▶
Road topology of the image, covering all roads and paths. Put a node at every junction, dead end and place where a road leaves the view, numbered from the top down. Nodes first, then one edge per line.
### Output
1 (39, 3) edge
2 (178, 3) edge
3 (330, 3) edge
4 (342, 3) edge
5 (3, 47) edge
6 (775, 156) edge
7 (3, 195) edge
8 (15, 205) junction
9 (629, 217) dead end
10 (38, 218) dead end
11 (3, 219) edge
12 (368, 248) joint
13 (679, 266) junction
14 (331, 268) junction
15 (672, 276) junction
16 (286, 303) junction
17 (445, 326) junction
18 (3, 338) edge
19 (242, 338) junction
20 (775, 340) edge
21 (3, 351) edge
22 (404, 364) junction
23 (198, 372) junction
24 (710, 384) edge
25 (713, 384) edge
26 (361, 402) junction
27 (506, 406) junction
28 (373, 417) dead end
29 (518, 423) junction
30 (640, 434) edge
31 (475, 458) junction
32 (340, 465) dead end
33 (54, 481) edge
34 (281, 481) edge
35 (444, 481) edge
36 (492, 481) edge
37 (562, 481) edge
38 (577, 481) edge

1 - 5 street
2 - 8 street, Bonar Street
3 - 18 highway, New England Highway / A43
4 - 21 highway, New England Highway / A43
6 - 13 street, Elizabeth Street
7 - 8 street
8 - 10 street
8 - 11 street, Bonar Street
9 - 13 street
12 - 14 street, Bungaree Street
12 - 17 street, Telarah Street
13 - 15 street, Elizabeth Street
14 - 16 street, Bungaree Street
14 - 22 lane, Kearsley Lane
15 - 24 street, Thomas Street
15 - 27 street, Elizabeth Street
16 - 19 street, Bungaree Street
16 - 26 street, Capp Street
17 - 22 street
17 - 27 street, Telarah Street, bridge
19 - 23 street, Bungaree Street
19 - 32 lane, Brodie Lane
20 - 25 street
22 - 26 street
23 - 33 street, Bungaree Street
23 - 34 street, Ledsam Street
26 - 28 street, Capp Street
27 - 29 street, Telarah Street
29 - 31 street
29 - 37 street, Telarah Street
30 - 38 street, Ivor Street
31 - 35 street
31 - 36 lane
◀
▶
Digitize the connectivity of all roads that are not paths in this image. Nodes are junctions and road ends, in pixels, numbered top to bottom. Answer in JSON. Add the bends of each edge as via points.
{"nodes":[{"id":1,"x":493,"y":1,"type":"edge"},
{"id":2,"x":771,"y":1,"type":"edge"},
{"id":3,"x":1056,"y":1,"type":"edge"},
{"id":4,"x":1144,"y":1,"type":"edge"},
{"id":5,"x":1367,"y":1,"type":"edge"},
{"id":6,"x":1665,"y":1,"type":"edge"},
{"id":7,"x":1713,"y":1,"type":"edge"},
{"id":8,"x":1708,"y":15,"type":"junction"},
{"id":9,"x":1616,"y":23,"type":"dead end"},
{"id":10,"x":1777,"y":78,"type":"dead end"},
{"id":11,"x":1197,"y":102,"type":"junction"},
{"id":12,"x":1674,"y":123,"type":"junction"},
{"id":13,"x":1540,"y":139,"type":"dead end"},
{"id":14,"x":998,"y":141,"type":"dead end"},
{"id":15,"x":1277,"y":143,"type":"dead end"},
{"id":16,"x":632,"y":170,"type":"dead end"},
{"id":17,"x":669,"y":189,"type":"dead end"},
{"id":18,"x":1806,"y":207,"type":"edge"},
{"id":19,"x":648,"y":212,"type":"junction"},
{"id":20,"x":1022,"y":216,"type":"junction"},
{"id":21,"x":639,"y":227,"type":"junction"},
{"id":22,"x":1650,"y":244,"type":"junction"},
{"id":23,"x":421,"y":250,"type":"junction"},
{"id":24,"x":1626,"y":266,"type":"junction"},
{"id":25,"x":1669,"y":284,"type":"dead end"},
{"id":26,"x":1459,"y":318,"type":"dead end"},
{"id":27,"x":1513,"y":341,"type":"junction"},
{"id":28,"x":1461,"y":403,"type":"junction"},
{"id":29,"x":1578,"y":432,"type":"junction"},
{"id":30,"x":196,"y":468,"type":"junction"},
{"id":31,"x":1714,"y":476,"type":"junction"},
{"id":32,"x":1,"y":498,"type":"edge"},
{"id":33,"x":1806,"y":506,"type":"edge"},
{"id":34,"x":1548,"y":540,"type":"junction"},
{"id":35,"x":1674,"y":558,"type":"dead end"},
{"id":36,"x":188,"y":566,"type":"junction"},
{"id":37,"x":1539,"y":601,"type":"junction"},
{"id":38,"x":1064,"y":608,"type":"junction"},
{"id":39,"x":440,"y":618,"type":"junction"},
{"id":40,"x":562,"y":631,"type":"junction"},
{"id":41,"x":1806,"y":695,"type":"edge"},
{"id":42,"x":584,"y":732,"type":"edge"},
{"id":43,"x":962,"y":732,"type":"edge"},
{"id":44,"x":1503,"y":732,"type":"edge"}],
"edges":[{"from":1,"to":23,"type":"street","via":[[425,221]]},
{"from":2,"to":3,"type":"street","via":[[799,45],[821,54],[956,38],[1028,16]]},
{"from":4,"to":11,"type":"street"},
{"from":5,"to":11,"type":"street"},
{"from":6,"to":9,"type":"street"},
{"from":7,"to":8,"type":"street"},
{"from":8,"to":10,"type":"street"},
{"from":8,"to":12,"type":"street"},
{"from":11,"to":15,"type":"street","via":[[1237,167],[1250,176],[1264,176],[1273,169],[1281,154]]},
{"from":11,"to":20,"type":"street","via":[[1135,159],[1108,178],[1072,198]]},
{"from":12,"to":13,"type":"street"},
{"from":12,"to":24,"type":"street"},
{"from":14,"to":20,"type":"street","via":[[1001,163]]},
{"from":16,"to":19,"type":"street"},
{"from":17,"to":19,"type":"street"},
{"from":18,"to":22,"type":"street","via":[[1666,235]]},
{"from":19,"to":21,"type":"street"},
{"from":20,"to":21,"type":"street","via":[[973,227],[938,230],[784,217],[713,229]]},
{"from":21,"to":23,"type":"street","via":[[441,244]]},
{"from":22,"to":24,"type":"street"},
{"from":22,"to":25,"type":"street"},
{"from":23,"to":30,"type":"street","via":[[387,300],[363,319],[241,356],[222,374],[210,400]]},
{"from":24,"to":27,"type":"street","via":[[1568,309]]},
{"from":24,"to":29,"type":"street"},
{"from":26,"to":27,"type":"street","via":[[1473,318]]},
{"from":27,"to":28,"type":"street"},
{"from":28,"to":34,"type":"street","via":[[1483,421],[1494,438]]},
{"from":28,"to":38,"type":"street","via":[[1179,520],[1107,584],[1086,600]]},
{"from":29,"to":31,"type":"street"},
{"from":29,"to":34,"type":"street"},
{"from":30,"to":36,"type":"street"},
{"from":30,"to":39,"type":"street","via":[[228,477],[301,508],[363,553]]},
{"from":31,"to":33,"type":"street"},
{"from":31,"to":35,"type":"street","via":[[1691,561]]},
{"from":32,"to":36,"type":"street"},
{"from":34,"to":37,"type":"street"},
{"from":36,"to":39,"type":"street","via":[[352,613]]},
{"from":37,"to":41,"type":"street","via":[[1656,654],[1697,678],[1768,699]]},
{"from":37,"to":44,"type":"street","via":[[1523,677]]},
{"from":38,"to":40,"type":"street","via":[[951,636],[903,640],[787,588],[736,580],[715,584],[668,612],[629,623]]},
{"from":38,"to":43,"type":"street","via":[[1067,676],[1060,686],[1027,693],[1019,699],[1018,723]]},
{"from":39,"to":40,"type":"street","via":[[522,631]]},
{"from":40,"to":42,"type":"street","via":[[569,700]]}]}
◀
## YOUR TASK:
Using only the data above, copy out the lines that include the word "numbered".

## RESULT FOR THIS EXERCISE:
Road topology of the image, covering all roads and paths. Put a node at every junction, dead end and place where a road leaves the view, numbered from the top down. Nodes first, then one edge per line.
Digitize the connectivity of all roads that are not paths in this image. Nodes are junctions and road ends, in pixels, numbered top to bottom. Answer in JSON. Add the bends of each edge as via points.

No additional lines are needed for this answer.